При этих словах Одри чуточку зарделась, а он прикоснулся губами к бокалу вина и бросил на нее загадочный взгляд. На минутку она представила, как Джон танцует в джаз-клубе с незнакомой женщиной, нежно обнимая ее... Девушкой тотчас овладела дикая, необъяснимая ревность. По всем признакам, у него сейчас не было никаких женщин. По крайней мере с того времени, как она заняла место секретарши в его офисе. И он все чаще и чаще стал проводить вечера дома именно в те дни недели, когда она приезжала после работы присмотреть за Эллис. Ну и что из этого? Зато субботу и воскресенье он мог проводить где угодно и с кем угодно. По всем ее прикидкам, у этого крепкого и сексуального мужчины могла появляться новая девушка каждый выходной.
– А я в этом очень сильно сомневаюсь, – категоричным тоном прореагировала на его утверждение Одри.
– Почему же? Разве ты не согласна с тем, что мужчина и женщина, танцуя в паре под хорошую музыку, могут испытывать глубокие эротические чувства?
– Я предпочитаю танцевать одна и причем под быструю музыку.
Она ответила ему скороговоркой и облегченно вздохнула, когда увидела официанта, принесшего им еду. Слава Богу, теперь можно сменить тему беседы, и к тому же она в самом деле проголодалась. Но как только они начали есть, Джон опять поставил ту же пластинку.
– Ты когда-нибудь была в каком-нибудь юту-бе, где играют и слушают джаз? – спросил он ее.
– Нет.
– О Боже, ты не была ни в джаз-клубе, ни в оперном театре, нигде...
– Если честно, мне бы хотелось посещать и джаз-клубы, и театры, и даже оперу... – Ее взгляд стал задумчивым и грустным. – Но все это стоит денег, а их у меня сейчас, как я уже говорила, в достаточном количестве нет. К сожалению. А так я бы с удовольствием заглядывала время от времени в какой-нибудь тихий, рафинированный клуб, чтобы спокойно и о чем угодно поговорить с моим добрым спутником, чтобы потанцевать с ним и чтобы... он мог увидеть на мне что-нибудь очень элегантное... например, маленькое черное платье... или удлиненное темно-зеленое с глубоким вырезом на спине...
Она замолчала и закрыла глаза. После третьего бокала вина ее голова пошла кругом, Слова заметно поплыли. Джону стало жаль девушку. Он слегка дотронулся до ее волос и сказал:
– У тебя есть миниатюрное черное платье, но...
– И не одно, а несколько, – встряхнувшись, прервала она его. – Целый гардероб! Причем очень шикарный...
– Хорошо. У тебя есть шикарные, элегантные платья, но случая и повода, чтобы продемонстрировать их, не подвертывается, так?
– Именно, – кивнула она и выжидающе уставилась на своего собеседника.
Одри, конечно же, солгала насчет шикарного гардероба. Никаких элегантных платьев с глубокими вырезами на спине у нее не было и в помине. Но под влиянием какого-то необъяснимого импульса ей вдруг захотелось произвести на него впечатление, захотелось доказать ему, что она – не просто его личная секретарша, способная точно выполнять указания босса, находить общий язык с маленькими детьми и получать удовольствие от посещения пивных баров и ночных клубов сомнительной ориентации. Она докажет назло ему, что не является такой уж культурной отщепенкой и что, помимо шикарного гардероба, у нее есть еще и глубокое внутреннее содержание.
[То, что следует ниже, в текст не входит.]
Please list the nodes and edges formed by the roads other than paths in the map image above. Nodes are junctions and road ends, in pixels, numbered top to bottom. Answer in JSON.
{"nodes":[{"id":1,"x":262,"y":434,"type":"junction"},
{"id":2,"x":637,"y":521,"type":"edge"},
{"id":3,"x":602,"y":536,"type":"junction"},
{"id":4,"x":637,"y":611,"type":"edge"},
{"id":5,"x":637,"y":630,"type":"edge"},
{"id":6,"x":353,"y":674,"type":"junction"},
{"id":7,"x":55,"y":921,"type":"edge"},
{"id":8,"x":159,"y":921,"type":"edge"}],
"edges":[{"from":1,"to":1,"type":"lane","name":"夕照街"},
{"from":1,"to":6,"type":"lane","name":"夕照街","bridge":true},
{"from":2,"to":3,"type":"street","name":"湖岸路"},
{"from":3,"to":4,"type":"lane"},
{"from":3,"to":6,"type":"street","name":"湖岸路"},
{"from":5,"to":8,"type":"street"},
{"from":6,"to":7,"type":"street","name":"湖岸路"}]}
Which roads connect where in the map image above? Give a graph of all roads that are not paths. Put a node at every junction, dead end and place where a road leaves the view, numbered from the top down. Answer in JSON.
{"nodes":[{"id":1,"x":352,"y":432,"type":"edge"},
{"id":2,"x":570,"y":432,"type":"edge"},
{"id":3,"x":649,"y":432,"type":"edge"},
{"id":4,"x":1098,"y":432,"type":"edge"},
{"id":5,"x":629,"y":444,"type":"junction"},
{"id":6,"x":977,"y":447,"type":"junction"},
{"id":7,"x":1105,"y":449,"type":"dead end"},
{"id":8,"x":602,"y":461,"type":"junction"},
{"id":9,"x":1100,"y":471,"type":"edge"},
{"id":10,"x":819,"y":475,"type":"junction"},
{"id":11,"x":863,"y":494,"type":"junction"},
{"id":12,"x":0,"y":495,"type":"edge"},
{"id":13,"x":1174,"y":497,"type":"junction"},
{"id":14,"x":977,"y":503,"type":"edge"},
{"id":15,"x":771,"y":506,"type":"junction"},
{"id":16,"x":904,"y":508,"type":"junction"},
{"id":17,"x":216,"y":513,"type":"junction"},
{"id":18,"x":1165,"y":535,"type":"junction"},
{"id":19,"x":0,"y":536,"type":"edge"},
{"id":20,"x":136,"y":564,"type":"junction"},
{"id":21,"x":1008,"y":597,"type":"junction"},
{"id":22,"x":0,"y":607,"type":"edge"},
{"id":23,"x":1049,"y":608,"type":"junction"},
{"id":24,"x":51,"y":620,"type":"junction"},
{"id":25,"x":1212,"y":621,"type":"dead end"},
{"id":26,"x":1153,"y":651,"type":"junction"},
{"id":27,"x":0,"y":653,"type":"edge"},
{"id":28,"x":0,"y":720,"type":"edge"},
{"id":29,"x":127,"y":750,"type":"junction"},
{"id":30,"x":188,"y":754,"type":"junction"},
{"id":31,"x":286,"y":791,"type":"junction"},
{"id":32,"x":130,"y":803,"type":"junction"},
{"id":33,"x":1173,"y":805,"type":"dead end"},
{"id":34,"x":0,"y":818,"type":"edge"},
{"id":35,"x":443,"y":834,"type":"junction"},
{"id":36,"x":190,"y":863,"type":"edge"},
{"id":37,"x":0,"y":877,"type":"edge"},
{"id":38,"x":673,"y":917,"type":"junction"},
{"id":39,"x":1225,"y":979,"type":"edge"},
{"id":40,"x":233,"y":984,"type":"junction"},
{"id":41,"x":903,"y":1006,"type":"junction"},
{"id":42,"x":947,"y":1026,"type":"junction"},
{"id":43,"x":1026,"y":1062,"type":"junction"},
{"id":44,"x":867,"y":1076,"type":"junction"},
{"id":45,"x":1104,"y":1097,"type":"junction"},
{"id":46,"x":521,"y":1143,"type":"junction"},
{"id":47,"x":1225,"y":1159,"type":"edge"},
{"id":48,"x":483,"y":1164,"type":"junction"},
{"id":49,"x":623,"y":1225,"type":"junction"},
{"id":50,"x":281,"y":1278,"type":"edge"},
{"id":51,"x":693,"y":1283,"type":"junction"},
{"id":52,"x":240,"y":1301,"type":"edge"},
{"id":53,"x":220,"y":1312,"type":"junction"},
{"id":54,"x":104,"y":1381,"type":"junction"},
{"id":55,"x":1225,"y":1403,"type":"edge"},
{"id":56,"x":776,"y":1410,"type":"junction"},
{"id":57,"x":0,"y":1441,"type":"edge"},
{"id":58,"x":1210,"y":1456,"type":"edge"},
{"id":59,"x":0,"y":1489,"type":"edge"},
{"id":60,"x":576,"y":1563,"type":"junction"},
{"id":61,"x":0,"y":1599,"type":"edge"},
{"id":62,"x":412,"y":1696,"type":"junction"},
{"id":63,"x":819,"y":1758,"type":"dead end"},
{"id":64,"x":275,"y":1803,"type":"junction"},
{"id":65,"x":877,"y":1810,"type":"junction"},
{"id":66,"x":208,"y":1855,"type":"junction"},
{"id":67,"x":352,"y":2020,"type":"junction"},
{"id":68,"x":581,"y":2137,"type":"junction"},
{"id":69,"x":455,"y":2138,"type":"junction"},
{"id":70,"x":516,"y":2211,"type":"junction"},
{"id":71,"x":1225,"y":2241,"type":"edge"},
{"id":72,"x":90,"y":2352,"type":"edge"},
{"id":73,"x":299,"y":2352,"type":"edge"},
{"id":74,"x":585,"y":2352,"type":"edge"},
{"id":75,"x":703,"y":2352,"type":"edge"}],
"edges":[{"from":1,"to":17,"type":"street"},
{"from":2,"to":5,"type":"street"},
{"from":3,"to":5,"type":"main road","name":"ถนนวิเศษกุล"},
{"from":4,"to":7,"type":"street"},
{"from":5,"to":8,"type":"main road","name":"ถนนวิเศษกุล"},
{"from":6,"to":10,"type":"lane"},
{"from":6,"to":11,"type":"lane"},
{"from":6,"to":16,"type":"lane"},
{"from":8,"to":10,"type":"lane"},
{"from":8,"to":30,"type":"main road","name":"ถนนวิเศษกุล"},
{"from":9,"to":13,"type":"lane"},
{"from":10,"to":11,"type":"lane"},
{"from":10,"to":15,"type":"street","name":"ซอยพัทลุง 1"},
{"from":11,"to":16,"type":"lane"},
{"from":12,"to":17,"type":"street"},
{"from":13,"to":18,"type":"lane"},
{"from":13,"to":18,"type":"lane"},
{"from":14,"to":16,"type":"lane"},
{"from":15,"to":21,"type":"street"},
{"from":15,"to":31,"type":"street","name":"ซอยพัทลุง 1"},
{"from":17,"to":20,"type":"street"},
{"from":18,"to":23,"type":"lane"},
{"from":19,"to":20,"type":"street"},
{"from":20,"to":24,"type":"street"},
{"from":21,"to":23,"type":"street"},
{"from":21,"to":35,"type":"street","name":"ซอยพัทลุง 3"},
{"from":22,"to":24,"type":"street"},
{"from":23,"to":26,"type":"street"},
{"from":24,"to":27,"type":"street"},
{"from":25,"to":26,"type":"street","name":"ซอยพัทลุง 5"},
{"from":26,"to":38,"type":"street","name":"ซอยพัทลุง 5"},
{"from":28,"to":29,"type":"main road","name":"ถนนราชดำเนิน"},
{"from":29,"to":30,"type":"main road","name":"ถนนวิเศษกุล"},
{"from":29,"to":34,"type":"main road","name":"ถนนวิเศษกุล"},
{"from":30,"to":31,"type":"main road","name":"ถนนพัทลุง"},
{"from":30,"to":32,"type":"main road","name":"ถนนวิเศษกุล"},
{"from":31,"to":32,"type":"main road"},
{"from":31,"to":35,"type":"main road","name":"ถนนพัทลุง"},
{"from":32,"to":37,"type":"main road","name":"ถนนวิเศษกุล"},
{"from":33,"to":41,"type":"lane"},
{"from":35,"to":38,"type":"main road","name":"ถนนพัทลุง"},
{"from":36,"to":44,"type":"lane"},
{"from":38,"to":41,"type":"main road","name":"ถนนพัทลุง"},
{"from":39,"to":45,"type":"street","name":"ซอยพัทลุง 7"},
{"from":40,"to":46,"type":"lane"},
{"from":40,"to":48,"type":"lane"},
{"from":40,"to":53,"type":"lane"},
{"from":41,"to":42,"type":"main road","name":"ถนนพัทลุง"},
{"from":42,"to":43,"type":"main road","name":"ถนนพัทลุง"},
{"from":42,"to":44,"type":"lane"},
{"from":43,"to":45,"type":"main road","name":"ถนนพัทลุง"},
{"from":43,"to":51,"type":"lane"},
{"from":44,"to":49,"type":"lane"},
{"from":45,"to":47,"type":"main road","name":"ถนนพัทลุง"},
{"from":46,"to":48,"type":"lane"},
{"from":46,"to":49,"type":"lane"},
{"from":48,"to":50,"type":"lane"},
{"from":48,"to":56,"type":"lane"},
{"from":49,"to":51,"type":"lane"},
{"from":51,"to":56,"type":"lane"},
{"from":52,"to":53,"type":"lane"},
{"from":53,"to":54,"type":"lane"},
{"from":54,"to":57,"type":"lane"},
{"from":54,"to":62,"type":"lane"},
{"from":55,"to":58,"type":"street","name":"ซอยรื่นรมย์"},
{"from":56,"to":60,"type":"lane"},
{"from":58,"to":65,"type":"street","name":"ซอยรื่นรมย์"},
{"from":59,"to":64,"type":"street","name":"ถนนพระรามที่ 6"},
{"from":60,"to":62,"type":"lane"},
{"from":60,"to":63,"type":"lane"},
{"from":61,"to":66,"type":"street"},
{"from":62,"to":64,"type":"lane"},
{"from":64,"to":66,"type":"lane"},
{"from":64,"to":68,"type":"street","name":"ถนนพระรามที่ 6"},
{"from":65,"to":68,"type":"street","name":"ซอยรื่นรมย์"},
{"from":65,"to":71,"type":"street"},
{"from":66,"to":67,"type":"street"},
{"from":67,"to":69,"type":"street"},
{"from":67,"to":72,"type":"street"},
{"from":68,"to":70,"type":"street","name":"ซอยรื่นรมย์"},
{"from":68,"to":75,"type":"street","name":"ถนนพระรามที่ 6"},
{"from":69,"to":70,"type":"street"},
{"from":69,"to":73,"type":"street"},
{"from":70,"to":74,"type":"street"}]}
Итак, слова сорвались с губ. Жребий брошен. Разворачиваться назад нельзя – не будет пути. Не успела она подумать об этом, как до ее слуха донеслось бормотанье Джона:
– Значит, миниатюрное черное платье...
– Совершенно верно, – икнула девушка. – Очень миниатюрное и очень черное. М-да.
– На тебя уже подействовало вино. Ты уверена, что высказываешь трезвые мысли? – напрямую спросил он ее.
– Совершенно уверена. – Одри сердито нахмурила брови.
– В таком случае... – Джон Моррисон попросил у официанта счет и внимательно посмотрел на свою спутницу. Слишком внимательно, чтобы это ей понравилось. И она бросила ему нетерпеливым тоном:
– В таком случае... что?
– В таком случае, – пробормотал он, – надо обязательно найти повод для того, чтобы ты могла облачиться в свои великолепные одежды и показаться в них на публике. Ты согласна со мной?
– Я только и мечтаю об этом все время!
В эту минуту Одри нравилась самой себе почему-то больше, чем когда-либо. И, как подсказывала ей интуиция, Джону она тоже нравилась. Ему с ней было явно хорошо, иначе зачем бы он приехал к ней в столь поздний час? И с какой стати повел бы ее в ресторан? Ей с ним тоже было неплохо. В его компании она почти всегда чувствовала себя уютно, легко и даже весело.
Веселой и подвижной она была с самого детства. В ранние годы жизни ее также отличали острый ум и смекалка. Несмотря на то, что Одри была первой болтушкой среди всех сестер и братьев, мать всегда могла положиться на нее, зная, что дочь отнесется к любому ее поручению очень ответственно и честно. Девочка всегда помогала ей убираться в доме, с удовольствием нянчилась с малышами в то время, как сестры постарше сходили с ума по мальчикам, убегали из дома на свидания и без конца шили невообразимые платья для вечеринок.
У нее было много друзей среди местных мальчишек, потому что благодаря своему бойкому, смелому характеру она ни в чем не уступала любому из них, в том числе вожакам.
И вот сейчас, за этим двухместным столиком в китайском ресторанчике она вновь, как в детстве, проявила смекалку и хитрость, прибегнув к невинной лжи, и вмиг стала в глазах своего симпатичного собеседника загадочной, интригующей женщиной. Ну как же при таких способностях, при таком природном даре она может не нравиться себе!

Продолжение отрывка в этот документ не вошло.